◆ **WHAT YOU ARE ASKED TO DO**
Across the listing, the lines that include "labels" must be tallied and reported as a bare number.

* * *

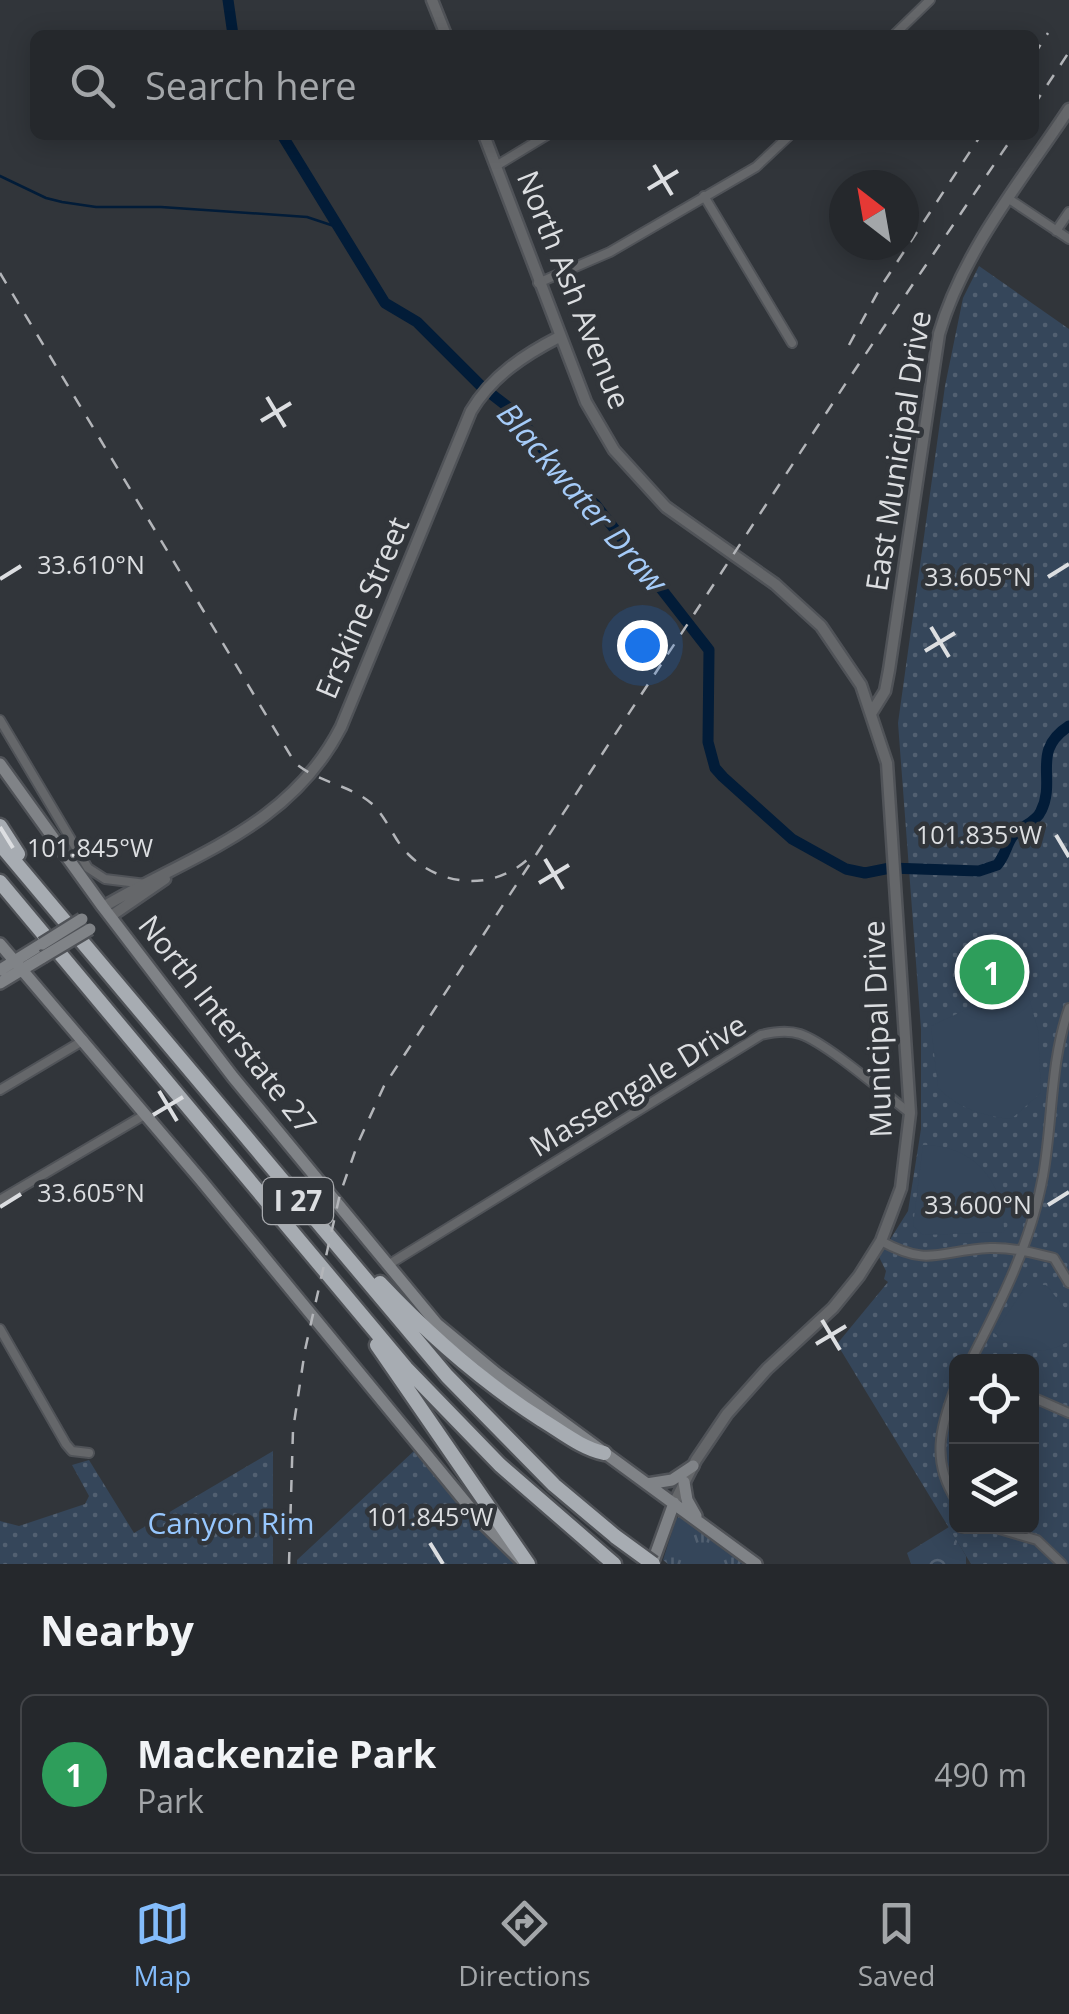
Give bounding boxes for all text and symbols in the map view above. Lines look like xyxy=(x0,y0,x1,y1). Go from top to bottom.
search box xyxy=(30,30,1039,140)
icon: search xyxy=(65,58,120,113)
text: Search here xyxy=(145,59,357,111)
street label: North Ash Avenue xyxy=(508,164,641,415)
north arrow xyxy=(829,170,919,260)
street label: East Municipal Drive xyxy=(855,308,940,594)
water label: Blackwater Draw xyxy=(489,393,679,603)
street label: Erskine Street xyxy=(305,510,418,704)
text: 33.610°N xyxy=(37,547,145,581)
text: 33.605°N xyxy=(924,559,1032,593)
your location xyxy=(617,620,668,671)
text: 101.835°W xyxy=(916,817,1042,851)
text: 101.845°W xyxy=(27,830,153,864)
street label: North Interstate 27 xyxy=(130,906,327,1142)
street label: Municipal Drive xyxy=(852,920,901,1138)
pin: 1 xyxy=(960,934,1024,1010)
street label: Massengale Drive xyxy=(521,1004,753,1166)
text: 33.605°N xyxy=(37,1175,145,1209)
road number: I 27 xyxy=(263,1178,333,1224)
text: 33.600°N xyxy=(924,1187,1032,1221)
map controls xyxy=(949,1354,1039,1534)
button: locate xyxy=(949,1354,1039,1444)
button: layers xyxy=(949,1444,1039,1534)
text: 101.845°W xyxy=(367,1499,493,1533)
park label: Canyon Rim xyxy=(147,1502,315,1543)
text: Nearby xyxy=(40,1601,194,1658)
text: Mackenzie Park xyxy=(137,1727,436,1779)
text: 1 xyxy=(65,1753,84,1796)
text: 490 m xyxy=(934,1753,1027,1796)
text: Park xyxy=(137,1779,204,1822)
tab: Map xyxy=(133,1896,191,1994)
tab: Directions xyxy=(458,1896,591,1994)
tab: Saved xyxy=(858,1896,935,1994)

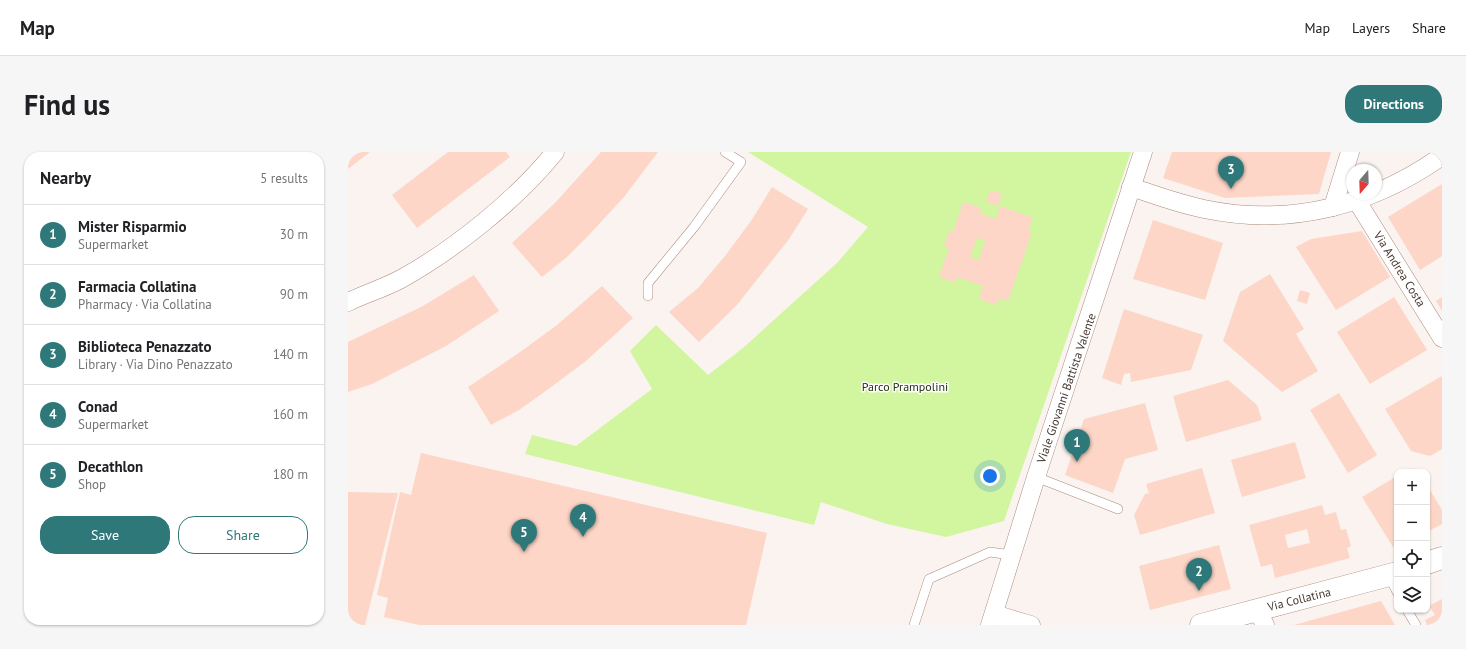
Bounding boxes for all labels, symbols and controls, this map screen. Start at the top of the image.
text: Map [20,16,55,40]
text: Map [1304,19,1330,37]
text: Layers [1352,19,1390,37]
text: Share [1412,19,1446,37]
button: Directions [1345,85,1442,123]
text: Find us [24,86,110,123]
pin: 3 [1218,156,1244,189]
north arrow [1346,164,1382,200]
text: Nearby [40,167,91,189]
text: 5 results [260,170,308,187]
text: Mister Risparmio [78,217,187,236]
text: 1 [49,226,57,243]
text: 30 m [280,226,308,243]
street label: Via Andrea Costa [1370,228,1429,310]
text: Supermarket [78,236,148,253]
text: Farmacia Collatina [78,277,196,296]
text: 2 [49,286,57,303]
text: 90 m [280,286,308,303]
text: Pharmacy · Via Collatina [78,296,212,313]
street label: Viale Giovanni Battista Valente [1033,311,1099,466]
text: Biblioteca Penazzato [78,337,212,356]
text: 3 [49,346,57,363]
text: 140 m [273,346,308,363]
text: Library · Via Dino Penazzato [78,356,233,373]
park label: Parco Prampolini [862,379,948,394]
text: Conad [78,397,118,416]
text: 4 [49,406,57,423]
text: 160 m [273,406,308,423]
text: Supermarket [78,416,148,433]
pin: 1 [1064,429,1090,462]
text: Decathlon [78,457,143,476]
text: 5 [49,466,57,483]
text: 180 m [273,466,308,483]
your location [980,466,1000,486]
map controls [1394,469,1430,613]
button: + [1394,469,1430,505]
text: Shop [78,476,106,493]
pin: 4 [570,504,596,537]
button: − [1394,505,1430,541]
button: Save [40,516,170,554]
button: Share [178,516,308,554]
pin: 5 [511,519,537,552]
button: locate [1394,541,1430,577]
pin: 2 [1186,558,1212,591]
button: layers [1394,577,1430,613]
street label: Via Collatina [1265,584,1332,614]

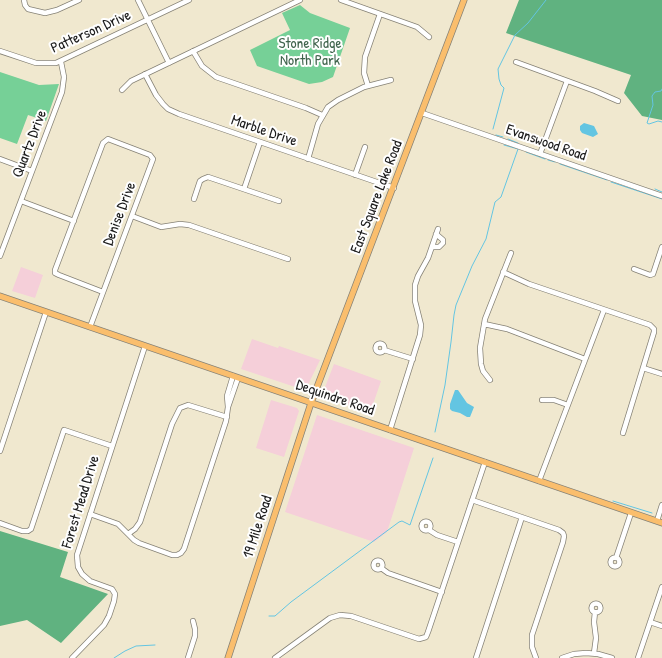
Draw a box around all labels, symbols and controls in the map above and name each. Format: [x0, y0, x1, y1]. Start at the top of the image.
street label: Patterson Drive [48, 6, 134, 58]
park label: Stone Ridge North Park [279, 35, 341, 70]
street label: Quartz Drive [9, 108, 51, 180]
street label: Marble Drive [229, 111, 299, 151]
street label: Evanswood Road [503, 121, 589, 165]
street label: East Square Lake Road [347, 138, 407, 256]
street label: Denise Drive [100, 180, 140, 248]
street label: Dequindre Road [293, 376, 377, 420]
street label: Forest Mead Drive [58, 453, 104, 551]
street label: 19 Mile Road [239, 493, 277, 561]

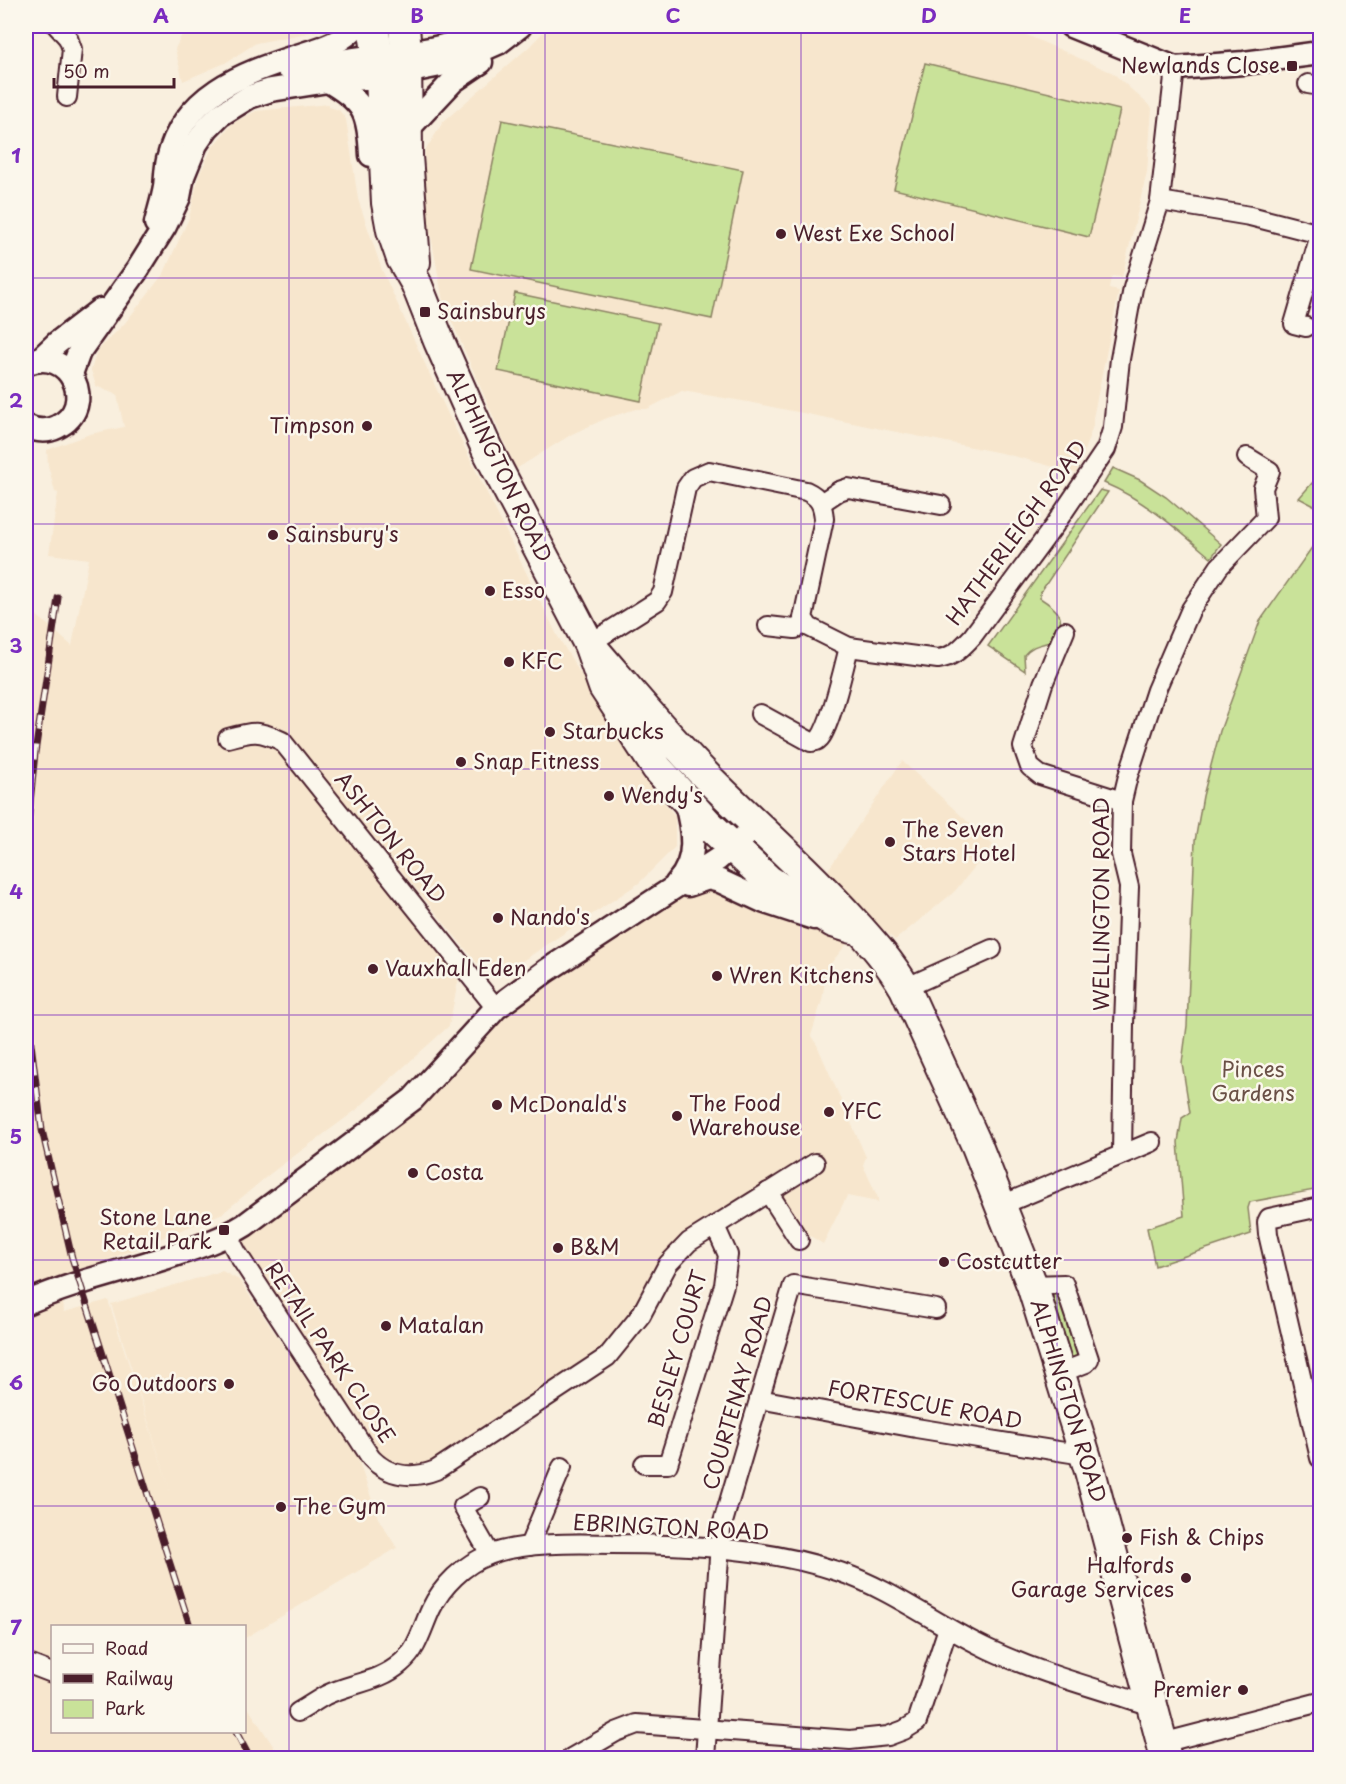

* * *

◆ **TASK RESULT**
2